**Assignment:** Pull each line holding "SkFontStyle" out of the entries below.
━━ Supplied material ━━
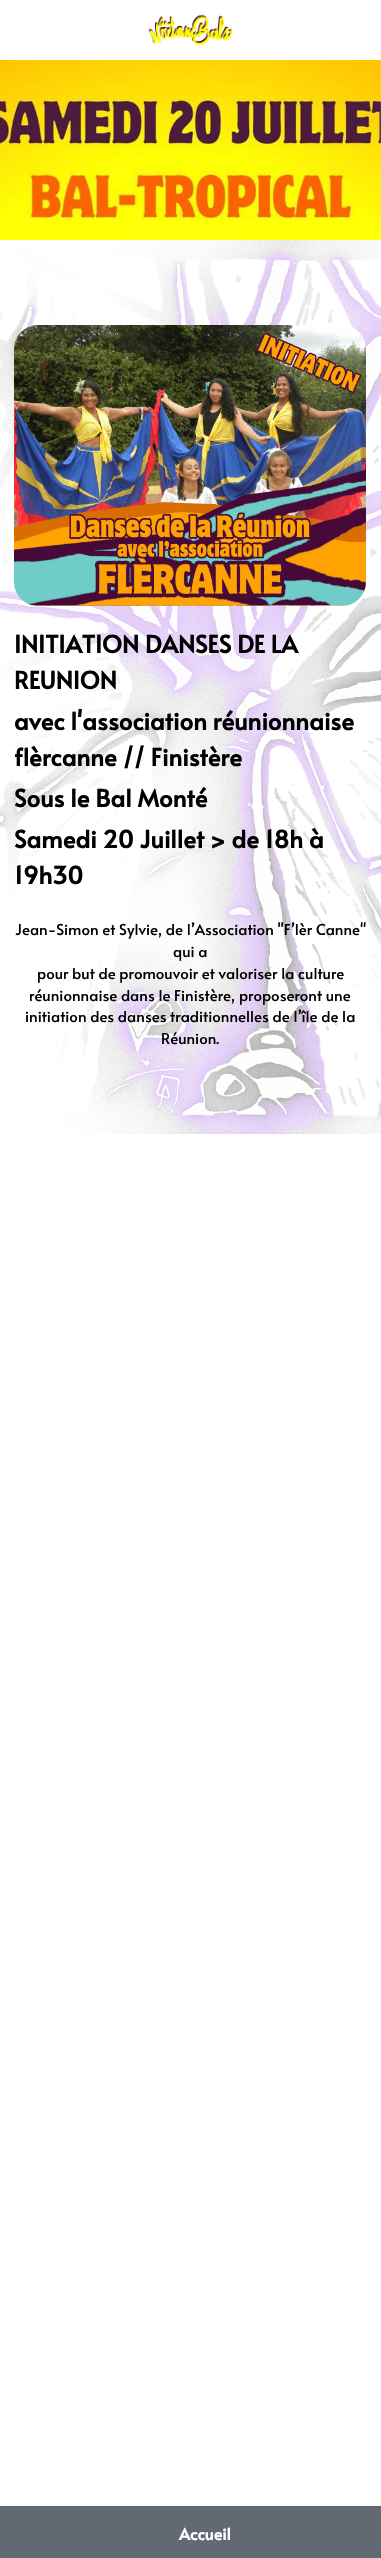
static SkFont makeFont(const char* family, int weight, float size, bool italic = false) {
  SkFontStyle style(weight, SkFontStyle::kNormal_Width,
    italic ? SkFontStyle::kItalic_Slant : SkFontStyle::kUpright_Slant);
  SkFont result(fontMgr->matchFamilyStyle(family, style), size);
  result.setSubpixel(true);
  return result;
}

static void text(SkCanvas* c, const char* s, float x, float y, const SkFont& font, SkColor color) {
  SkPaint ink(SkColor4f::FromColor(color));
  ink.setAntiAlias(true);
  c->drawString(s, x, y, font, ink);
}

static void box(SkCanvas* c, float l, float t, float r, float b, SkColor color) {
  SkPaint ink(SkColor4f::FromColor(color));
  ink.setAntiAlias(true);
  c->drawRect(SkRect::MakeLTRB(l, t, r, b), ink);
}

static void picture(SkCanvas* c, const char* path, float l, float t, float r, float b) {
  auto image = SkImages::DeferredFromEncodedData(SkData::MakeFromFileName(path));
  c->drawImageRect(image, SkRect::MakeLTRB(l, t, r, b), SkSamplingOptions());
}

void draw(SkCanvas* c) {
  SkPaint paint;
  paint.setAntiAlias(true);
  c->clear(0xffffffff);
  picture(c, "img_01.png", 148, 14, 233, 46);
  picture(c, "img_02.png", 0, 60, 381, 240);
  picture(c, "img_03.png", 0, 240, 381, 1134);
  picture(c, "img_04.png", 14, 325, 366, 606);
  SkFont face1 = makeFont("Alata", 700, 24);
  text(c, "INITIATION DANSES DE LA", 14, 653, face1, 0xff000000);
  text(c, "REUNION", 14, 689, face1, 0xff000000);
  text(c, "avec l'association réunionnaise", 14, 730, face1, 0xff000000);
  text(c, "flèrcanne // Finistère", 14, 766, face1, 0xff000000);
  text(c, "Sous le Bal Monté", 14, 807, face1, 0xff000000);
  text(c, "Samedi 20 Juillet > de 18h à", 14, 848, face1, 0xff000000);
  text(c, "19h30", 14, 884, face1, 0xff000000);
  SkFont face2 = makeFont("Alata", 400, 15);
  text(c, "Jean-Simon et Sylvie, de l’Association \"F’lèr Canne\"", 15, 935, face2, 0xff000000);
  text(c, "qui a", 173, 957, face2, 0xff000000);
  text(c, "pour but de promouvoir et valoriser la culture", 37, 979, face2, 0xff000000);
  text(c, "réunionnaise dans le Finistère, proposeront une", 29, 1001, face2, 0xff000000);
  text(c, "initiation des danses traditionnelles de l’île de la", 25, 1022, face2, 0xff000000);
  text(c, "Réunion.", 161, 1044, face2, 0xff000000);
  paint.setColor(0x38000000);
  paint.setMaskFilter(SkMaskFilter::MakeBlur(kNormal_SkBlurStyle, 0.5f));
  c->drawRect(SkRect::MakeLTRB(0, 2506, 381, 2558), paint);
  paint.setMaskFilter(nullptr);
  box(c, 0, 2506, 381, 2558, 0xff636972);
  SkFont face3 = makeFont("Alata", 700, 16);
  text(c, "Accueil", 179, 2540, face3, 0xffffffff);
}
━━━
**Answer section:**
  SkFontStyle style(weight, SkFontStyle::kNormal_Width,
    italic ? SkFontStyle::kItalic_Slant : SkFontStyle::kUpright_Slant);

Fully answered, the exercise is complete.